Then things get a bit more complex. For a corner that could still be visible, one must loop through all line segments looking for obscuring line segments. The seventh figure shows a few examples. Consider C2/0. The scan vector intersects L2/1 and L0/1. The distance from SP to C2/0 is less than the distance to the intersections with the two lines, thus C2/0 is visible. Consider C2/1. The scan vector through the corner intersects L0/1. The distance from SP to C2/1 is less than the distance to the intersection with the lines, thus C2/1 is visible; further, since C2/1 is a breakpoint, the intersection is persisted as I1. Consider C2/2. The scan vector intersects L2/3, L2/2, and L0/2. Since the distance to the intersection with L2/3 is less than the distance to C2/2, C2/2 is invisible. Consider C0/2. The scan vector intersects L2/3 and L2/1. Since the distance to the intersection with L2/3 is less than the distance to C0/2, C0/2 is invisible. Finally consider when the scan angle is 0°; this is treated as a special case; the intersection gets calculated and persisted; the same happens for 180°; these two intersections are added as corners to facilitate further processing. After finding all the visual corners, they are sorted according to the section and index within a section.

Now one can find visible line segments. Finding line segments starts with visible corners and includes persisted intersections. A visible corner is the start of a segment, the end of a segment, or both. It is important to realize that the corners that define a line segment must exist within the same segment.

Corners are examined in pairs. When a pair of corners are sequential in the same segment the two corners form a visible line segment (note there is a special case where the last corner in a section and the first corner in that section form a line, e.g., C2/3 and C2/0 in the above example). If that condition is not satisfied, the corner is considered isolated and then one must look for an intersection that can form a line segment with the corner. The intersected line containing the intersection must have the same section and index as the corner; if so, the corner and the intersection form a line segment.

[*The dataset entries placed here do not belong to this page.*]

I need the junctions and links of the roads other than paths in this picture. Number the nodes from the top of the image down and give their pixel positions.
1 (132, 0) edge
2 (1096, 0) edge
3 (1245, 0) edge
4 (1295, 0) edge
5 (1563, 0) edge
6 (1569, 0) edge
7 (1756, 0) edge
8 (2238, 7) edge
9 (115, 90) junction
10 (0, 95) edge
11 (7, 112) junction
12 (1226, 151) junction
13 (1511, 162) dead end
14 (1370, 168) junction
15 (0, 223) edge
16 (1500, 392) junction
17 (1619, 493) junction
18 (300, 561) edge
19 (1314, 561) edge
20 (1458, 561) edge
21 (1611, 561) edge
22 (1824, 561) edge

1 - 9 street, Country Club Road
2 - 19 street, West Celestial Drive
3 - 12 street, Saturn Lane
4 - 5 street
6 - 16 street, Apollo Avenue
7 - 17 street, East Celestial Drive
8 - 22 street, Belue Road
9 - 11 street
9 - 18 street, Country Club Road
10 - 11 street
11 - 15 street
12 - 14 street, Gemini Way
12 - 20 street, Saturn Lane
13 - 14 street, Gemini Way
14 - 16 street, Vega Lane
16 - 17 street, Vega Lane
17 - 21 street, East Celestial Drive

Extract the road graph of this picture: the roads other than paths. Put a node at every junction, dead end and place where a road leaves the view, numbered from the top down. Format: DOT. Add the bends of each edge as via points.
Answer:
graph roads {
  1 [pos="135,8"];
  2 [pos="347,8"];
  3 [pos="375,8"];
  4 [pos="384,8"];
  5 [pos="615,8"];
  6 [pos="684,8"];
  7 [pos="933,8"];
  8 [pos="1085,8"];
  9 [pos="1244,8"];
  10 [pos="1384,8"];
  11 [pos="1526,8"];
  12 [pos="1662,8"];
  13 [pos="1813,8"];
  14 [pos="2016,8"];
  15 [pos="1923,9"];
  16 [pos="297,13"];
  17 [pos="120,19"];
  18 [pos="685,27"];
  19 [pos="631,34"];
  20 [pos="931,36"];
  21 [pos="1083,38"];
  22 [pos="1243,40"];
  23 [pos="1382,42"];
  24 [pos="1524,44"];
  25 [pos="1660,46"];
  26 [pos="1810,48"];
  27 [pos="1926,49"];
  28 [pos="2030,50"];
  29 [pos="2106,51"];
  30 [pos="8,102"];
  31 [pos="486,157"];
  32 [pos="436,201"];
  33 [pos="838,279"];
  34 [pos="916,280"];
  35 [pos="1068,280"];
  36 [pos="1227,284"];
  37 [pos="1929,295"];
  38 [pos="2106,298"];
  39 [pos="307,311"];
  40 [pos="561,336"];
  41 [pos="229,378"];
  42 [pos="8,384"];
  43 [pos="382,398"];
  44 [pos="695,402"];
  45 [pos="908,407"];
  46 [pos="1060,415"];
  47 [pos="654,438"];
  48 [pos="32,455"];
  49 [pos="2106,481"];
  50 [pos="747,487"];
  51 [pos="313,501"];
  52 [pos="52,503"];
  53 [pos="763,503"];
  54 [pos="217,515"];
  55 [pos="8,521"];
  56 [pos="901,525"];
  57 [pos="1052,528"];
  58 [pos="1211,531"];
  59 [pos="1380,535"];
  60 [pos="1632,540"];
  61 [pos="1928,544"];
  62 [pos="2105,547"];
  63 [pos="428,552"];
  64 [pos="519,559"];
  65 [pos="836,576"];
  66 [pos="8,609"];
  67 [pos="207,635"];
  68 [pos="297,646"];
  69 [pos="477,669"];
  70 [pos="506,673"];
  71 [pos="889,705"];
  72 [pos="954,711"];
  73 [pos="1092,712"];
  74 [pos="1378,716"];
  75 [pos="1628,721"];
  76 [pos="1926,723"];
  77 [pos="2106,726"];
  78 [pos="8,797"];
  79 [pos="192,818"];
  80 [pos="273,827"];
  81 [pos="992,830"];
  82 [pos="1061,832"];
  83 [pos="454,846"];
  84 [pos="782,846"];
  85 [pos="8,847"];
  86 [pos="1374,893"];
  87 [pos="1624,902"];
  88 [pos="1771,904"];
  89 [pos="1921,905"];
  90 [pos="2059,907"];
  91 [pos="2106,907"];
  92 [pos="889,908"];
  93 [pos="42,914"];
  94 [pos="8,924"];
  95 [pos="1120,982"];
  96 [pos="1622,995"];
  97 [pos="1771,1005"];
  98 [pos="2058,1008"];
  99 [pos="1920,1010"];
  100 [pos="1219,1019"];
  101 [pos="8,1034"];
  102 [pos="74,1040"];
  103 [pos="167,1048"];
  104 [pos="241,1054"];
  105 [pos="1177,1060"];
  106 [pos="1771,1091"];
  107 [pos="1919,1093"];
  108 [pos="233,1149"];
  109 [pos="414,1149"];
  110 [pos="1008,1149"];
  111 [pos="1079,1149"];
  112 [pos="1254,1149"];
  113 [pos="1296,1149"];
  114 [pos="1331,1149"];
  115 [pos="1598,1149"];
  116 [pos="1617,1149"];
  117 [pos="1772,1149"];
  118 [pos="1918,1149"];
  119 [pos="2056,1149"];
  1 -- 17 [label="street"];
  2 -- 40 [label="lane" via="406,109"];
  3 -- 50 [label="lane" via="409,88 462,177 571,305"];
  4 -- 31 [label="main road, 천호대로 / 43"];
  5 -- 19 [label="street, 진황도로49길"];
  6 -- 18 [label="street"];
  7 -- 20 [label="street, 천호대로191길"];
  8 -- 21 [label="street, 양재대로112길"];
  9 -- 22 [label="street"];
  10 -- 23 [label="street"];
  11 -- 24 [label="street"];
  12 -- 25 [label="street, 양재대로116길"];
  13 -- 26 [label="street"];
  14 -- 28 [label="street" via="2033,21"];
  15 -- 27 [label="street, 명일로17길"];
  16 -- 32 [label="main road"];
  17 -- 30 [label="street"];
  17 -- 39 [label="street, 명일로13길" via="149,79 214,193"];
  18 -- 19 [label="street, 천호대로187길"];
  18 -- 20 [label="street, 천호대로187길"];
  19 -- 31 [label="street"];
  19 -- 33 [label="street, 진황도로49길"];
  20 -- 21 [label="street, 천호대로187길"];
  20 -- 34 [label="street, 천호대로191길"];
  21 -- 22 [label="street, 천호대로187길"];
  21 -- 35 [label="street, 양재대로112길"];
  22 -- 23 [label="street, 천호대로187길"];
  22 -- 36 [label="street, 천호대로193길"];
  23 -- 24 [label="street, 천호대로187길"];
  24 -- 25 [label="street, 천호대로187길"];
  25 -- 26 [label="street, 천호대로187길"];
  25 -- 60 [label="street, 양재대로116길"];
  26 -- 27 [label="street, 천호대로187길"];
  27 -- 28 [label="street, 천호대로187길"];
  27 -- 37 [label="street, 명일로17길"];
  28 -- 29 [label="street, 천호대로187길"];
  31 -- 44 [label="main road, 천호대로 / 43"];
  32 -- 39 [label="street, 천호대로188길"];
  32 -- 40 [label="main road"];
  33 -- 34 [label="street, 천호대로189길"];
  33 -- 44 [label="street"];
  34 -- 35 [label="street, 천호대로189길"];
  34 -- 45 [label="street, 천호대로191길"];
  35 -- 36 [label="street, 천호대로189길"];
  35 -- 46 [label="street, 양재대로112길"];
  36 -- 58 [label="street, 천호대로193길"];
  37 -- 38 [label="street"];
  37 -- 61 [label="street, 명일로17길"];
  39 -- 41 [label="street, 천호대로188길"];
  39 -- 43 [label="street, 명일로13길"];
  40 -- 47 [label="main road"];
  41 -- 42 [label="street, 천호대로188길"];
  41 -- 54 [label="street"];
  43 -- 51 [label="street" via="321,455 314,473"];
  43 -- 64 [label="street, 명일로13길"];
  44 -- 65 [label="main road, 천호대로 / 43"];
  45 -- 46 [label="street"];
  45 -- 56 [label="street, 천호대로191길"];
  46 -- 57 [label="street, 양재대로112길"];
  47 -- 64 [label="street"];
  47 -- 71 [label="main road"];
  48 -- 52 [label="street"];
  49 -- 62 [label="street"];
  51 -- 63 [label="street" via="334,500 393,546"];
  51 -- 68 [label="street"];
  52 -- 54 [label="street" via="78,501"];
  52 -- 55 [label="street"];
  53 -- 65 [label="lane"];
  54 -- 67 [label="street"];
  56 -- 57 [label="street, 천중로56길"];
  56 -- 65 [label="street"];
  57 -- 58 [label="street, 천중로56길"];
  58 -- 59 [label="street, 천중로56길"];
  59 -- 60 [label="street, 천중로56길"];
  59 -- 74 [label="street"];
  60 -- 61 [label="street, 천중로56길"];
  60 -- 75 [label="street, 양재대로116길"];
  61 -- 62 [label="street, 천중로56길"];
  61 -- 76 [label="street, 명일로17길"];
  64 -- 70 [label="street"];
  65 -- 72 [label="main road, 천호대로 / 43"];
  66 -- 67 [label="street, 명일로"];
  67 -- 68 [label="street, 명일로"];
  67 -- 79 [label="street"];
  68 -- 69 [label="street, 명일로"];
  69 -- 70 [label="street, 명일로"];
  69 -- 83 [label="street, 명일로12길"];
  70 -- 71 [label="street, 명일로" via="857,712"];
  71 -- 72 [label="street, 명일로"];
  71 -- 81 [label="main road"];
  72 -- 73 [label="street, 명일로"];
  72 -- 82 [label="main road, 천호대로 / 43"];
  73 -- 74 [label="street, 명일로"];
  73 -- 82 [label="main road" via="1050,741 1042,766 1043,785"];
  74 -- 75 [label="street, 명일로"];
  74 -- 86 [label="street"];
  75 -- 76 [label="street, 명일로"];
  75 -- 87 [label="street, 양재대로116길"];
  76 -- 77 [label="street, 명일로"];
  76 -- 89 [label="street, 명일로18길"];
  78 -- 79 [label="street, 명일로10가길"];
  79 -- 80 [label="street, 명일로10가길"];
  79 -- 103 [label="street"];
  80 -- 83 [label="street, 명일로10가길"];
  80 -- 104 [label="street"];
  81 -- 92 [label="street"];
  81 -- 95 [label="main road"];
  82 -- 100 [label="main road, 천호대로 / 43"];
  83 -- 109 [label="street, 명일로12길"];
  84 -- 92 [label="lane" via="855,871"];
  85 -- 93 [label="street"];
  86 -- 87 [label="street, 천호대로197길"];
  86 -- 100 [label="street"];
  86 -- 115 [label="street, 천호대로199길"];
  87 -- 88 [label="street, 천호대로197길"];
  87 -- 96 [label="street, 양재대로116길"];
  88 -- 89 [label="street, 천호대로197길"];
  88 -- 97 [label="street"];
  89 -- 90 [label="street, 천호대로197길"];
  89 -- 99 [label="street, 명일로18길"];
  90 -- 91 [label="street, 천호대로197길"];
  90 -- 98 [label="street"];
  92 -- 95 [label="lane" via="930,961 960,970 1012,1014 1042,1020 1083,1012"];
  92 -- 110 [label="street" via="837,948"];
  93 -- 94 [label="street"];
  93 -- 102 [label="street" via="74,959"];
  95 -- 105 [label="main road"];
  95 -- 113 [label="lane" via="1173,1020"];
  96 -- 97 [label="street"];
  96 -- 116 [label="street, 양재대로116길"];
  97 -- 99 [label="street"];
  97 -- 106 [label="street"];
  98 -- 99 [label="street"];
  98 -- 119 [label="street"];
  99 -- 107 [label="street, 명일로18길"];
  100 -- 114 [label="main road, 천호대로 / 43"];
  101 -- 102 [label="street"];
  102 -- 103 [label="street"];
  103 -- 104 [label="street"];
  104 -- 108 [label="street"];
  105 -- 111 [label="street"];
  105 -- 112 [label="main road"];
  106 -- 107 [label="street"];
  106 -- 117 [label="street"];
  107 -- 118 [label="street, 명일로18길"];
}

After all the visible corners are processed, including those matched against intersections, not all interactions are necessarily consumed; the most prominent example is when a line gets clipped at both ends, as does L0/2 in the above example. In this case, the two intersections are combined to form a line. However, there are cases where there is an isolated intersection. In that case, one must look at the intersected line. If the first corner in the line is visible, the last corner gets replaced by the intersection; if the last corner is visible, the first corner gets replaced by the intersection. After complete processing, the visible lines get sorted according to section and index.

ContinuousTruth implementation

The class ContinuousTruth implements the virtual scan described in the above discussion. It has the following methods:

  • initializeTruthAll — sets up the internal representation of the physical ground truth (corners and line segments) for all four orientations (N,S,E,W)
  • virtualScan — performs a continuous virtual scan based on a scan point and orientation; in effect, it implements the algorithms described above

Step 10: Localization: the Virtual Scan (incremental)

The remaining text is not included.